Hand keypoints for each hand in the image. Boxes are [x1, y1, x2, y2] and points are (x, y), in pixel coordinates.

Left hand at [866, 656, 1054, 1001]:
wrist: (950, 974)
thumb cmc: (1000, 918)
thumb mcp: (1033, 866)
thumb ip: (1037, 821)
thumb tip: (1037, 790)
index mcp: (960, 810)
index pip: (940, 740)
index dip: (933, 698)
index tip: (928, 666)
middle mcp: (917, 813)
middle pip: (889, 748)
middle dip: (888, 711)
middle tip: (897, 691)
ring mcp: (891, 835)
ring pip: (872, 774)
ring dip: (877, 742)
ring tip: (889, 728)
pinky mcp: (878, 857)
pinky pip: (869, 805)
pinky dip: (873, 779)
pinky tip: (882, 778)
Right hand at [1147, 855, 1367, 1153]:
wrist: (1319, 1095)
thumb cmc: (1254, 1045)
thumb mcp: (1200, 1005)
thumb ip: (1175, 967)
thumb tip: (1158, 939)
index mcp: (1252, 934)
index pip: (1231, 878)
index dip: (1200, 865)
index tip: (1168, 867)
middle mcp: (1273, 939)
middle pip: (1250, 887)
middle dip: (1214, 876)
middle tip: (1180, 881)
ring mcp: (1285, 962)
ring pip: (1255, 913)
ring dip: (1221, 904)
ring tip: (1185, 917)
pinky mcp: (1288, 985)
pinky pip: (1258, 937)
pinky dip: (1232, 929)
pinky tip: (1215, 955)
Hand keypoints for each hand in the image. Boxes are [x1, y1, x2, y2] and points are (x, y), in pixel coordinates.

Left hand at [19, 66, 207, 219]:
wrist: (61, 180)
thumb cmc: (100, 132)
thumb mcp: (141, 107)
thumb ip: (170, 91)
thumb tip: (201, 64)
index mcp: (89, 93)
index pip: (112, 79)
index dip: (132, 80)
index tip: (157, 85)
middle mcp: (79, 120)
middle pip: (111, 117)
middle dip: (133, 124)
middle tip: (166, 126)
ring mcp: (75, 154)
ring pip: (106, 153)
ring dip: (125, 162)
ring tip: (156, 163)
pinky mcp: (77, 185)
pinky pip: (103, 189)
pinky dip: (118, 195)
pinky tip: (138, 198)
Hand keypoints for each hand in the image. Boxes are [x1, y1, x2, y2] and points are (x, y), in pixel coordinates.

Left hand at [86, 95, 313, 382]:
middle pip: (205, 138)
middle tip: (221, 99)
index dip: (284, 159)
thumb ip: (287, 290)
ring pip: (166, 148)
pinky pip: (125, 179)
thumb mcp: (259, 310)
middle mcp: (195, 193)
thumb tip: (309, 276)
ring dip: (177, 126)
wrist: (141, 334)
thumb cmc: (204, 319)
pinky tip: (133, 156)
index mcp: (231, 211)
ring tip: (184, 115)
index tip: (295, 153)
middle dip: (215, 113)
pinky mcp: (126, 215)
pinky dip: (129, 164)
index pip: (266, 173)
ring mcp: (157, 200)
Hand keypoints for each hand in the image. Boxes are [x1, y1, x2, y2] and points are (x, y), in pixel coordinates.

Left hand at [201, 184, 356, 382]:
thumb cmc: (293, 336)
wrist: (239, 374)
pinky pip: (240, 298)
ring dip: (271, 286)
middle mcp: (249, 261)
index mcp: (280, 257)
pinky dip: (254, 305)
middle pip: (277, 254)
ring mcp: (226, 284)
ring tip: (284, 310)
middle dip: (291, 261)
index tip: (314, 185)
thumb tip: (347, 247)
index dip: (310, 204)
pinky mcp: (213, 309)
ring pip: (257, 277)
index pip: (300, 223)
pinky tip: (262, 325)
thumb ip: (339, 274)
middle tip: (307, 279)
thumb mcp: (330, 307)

══════════

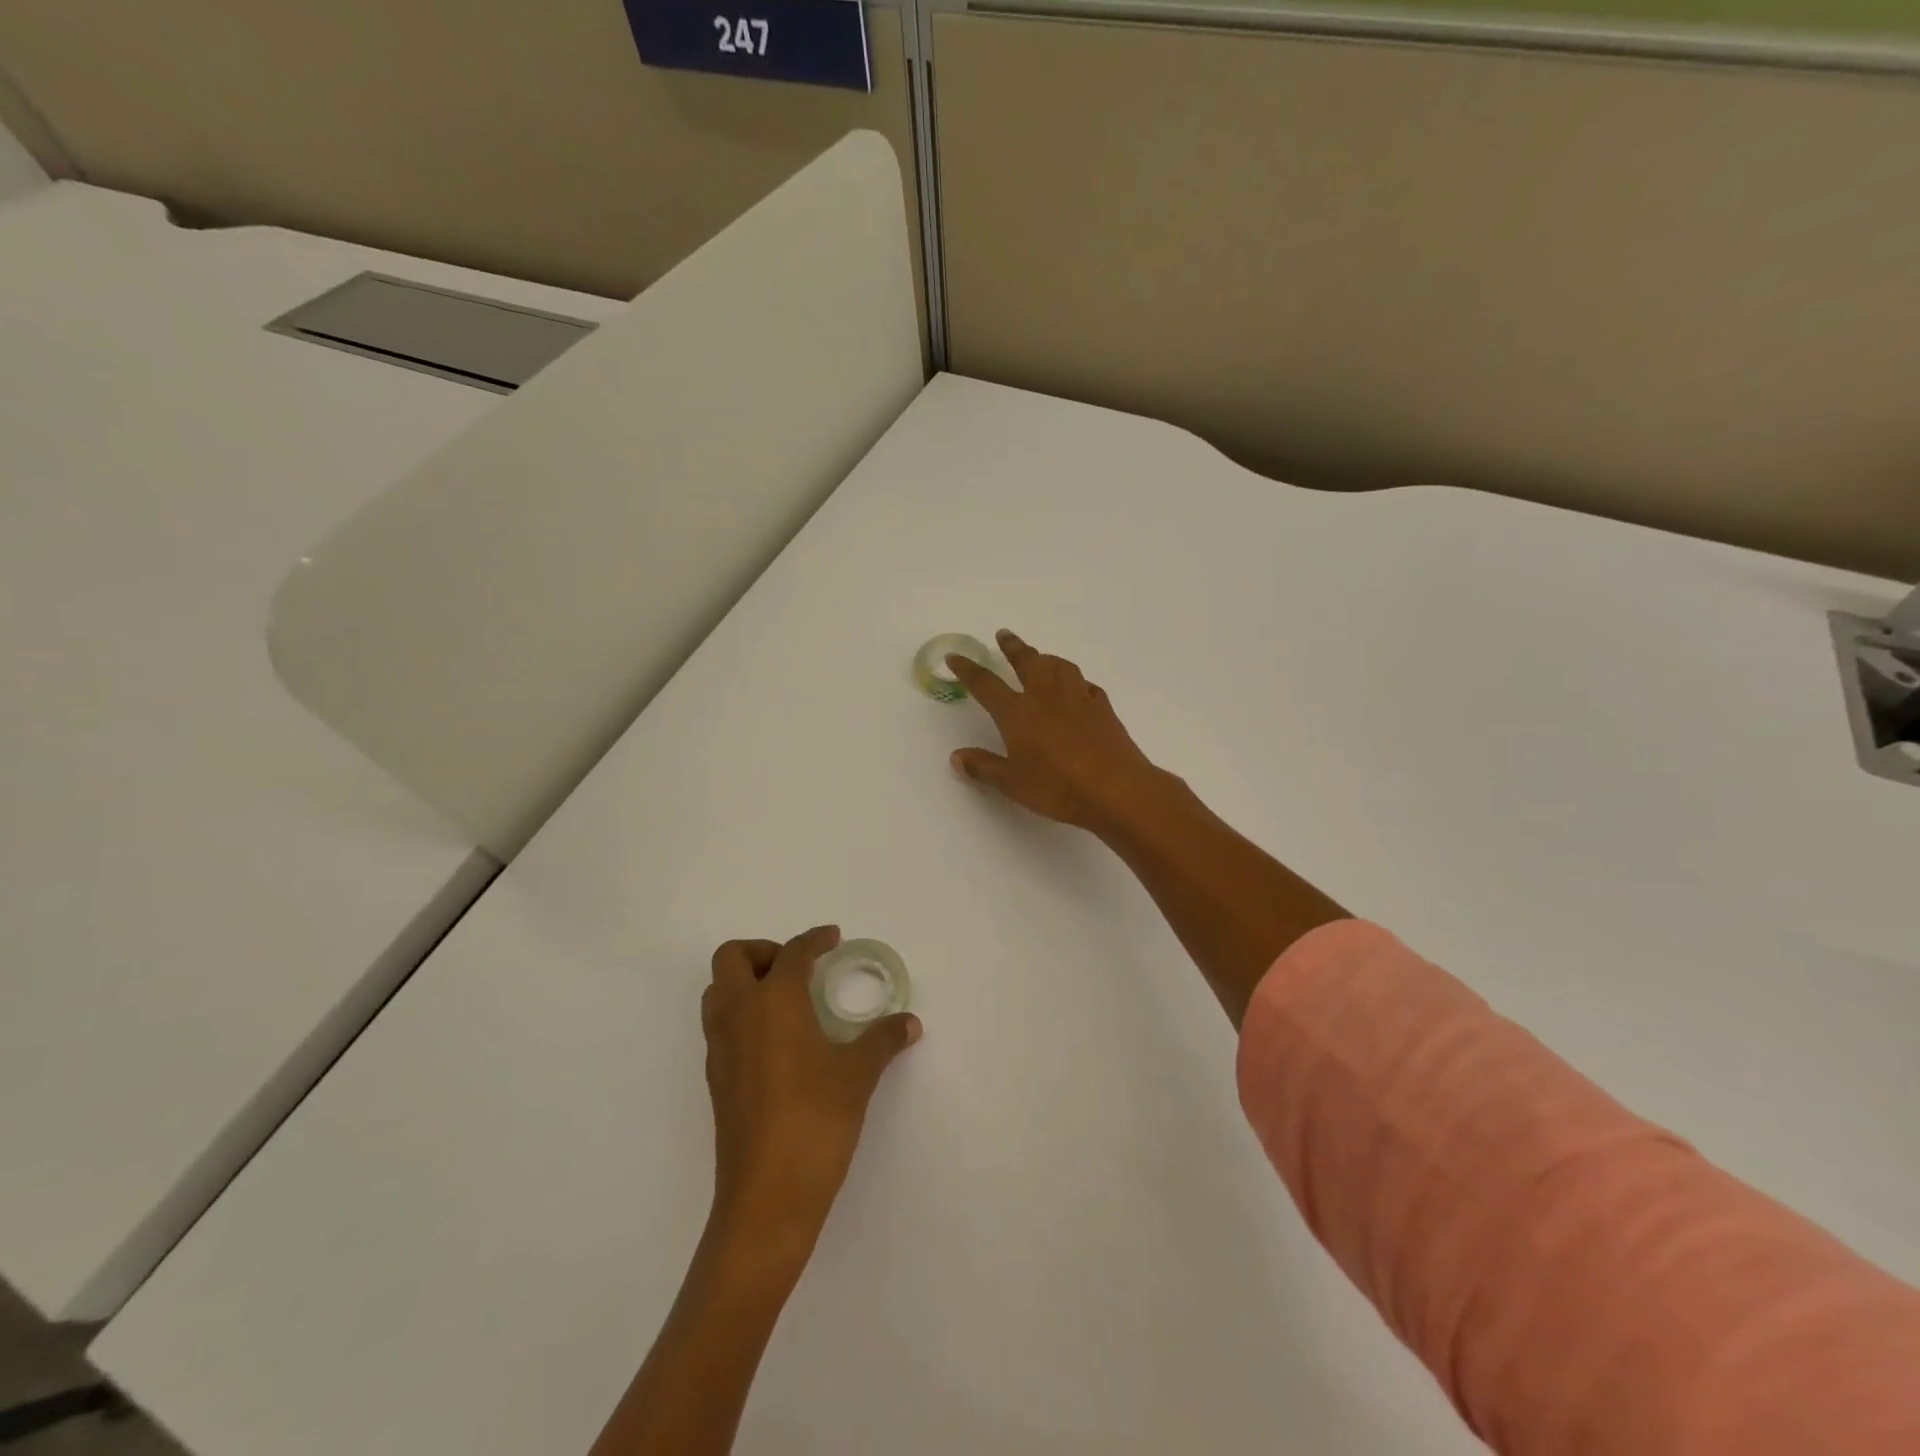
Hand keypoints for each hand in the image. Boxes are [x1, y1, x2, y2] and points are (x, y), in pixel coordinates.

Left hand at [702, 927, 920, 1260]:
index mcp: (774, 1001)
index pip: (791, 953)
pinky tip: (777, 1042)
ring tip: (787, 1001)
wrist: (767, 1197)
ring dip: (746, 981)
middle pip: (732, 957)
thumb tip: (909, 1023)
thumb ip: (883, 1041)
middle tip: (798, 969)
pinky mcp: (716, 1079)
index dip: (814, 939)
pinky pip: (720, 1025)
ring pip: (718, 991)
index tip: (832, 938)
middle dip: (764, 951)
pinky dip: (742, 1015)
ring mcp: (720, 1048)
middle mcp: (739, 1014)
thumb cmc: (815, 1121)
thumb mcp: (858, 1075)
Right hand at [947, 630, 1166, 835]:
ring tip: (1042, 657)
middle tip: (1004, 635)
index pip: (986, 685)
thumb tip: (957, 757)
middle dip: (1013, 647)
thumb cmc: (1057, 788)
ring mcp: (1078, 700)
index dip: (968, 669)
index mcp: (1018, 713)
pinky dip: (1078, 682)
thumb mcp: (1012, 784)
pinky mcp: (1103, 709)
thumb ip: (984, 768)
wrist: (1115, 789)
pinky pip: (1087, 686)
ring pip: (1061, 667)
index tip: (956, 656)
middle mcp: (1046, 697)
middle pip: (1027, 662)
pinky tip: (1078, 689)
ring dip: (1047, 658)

══════════

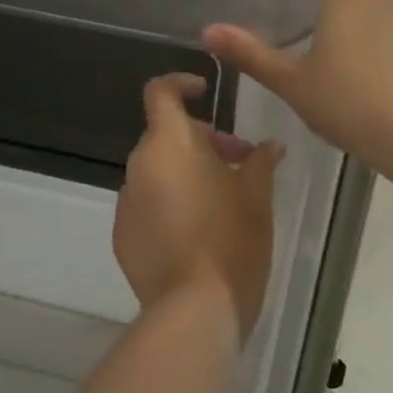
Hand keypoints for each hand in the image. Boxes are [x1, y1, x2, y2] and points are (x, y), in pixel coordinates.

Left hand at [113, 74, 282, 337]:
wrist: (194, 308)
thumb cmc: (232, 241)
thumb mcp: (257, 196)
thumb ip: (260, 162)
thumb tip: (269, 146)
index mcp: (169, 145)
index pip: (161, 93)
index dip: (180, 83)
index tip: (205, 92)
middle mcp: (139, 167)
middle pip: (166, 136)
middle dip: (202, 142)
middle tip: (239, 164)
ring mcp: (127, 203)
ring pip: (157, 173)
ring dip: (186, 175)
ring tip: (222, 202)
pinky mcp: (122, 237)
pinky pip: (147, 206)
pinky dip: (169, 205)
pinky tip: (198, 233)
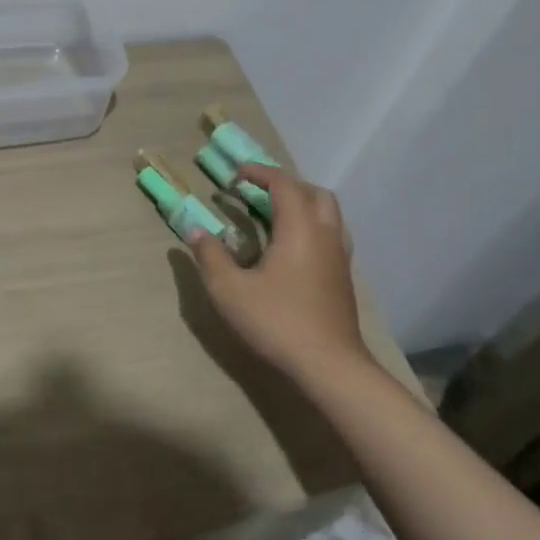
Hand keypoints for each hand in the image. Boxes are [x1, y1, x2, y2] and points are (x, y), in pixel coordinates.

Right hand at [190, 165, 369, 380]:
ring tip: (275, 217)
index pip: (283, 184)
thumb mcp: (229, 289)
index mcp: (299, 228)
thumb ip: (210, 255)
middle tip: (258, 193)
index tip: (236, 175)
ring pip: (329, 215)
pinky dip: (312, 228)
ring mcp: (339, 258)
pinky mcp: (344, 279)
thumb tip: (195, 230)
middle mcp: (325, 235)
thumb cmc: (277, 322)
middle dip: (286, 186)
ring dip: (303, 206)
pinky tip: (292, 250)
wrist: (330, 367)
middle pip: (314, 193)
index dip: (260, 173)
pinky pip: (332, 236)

══════════

How many lines of the listing above carry the string "Right"? Report that number with no other text.

§ **Finished exercise**
3